* WHAT NEEDS TO BE DONE
Your answer should be the exact lines of the data below from the one containing "w h 8 [w 0 0" through the one containing "0 2293 translate 1 -1 scale"; please include nothing else.

* DATA IN THIS EXERCISE
◇ ◇ ◇ ◇ ◇
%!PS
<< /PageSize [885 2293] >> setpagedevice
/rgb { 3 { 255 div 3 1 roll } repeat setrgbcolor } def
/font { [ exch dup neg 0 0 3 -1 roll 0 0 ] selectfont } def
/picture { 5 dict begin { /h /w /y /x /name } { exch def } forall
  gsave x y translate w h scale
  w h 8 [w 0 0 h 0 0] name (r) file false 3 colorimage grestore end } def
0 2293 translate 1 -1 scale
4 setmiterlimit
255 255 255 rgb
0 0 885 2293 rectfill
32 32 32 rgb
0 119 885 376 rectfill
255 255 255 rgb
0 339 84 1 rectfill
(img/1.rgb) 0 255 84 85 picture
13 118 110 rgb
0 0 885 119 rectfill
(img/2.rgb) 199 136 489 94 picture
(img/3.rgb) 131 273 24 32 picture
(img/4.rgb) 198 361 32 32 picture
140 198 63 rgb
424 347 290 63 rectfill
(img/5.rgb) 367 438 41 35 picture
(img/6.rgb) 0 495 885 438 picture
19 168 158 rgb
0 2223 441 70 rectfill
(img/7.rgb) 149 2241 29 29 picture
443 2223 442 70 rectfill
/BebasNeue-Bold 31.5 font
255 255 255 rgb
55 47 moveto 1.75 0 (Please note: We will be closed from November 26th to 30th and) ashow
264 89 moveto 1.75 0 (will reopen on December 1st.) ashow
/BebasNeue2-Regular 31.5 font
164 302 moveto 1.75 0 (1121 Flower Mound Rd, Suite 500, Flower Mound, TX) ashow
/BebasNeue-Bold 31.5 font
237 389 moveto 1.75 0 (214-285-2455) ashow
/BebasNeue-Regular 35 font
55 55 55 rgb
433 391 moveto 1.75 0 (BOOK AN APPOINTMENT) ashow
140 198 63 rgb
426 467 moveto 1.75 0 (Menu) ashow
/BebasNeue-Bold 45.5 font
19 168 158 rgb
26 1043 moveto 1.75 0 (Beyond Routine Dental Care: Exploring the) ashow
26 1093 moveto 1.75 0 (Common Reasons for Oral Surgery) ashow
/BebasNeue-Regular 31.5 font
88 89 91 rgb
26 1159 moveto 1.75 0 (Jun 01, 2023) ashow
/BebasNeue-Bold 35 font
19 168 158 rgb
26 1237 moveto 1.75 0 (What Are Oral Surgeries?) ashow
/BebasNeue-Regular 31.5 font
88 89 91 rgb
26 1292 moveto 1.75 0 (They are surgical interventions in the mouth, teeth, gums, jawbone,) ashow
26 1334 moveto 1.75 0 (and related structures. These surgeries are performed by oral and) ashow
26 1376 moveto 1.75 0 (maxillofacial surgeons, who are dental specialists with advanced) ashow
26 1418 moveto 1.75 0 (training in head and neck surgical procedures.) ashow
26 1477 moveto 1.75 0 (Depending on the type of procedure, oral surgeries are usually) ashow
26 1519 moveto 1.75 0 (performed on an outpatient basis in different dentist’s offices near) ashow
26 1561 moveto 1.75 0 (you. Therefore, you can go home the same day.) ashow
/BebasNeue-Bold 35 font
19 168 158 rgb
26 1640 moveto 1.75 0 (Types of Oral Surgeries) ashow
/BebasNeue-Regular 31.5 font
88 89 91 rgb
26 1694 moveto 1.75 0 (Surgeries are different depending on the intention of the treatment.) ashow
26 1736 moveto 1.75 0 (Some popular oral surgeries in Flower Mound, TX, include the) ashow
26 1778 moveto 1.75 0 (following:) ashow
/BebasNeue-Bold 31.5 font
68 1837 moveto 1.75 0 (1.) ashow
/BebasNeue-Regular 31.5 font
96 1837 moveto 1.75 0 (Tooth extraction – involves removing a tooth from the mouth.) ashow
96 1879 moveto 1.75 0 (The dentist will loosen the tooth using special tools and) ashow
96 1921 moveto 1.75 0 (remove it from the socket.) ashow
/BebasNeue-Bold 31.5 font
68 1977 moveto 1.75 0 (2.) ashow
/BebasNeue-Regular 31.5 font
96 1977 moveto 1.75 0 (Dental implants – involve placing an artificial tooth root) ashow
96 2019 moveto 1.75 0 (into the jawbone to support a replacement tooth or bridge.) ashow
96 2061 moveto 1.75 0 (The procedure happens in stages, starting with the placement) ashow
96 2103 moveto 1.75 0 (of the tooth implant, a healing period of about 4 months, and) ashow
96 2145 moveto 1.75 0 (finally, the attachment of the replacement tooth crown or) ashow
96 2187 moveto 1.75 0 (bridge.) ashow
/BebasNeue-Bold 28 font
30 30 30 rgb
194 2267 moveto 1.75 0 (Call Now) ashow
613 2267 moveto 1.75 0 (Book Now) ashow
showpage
◇ ◇ ◇ ◇ ◇
* RESPONSE AREA
  w h 8 [w 0 0 h 0 0] name (r) file false 3 colorimage grestore end } def
0 2293 translate 1 -1 scale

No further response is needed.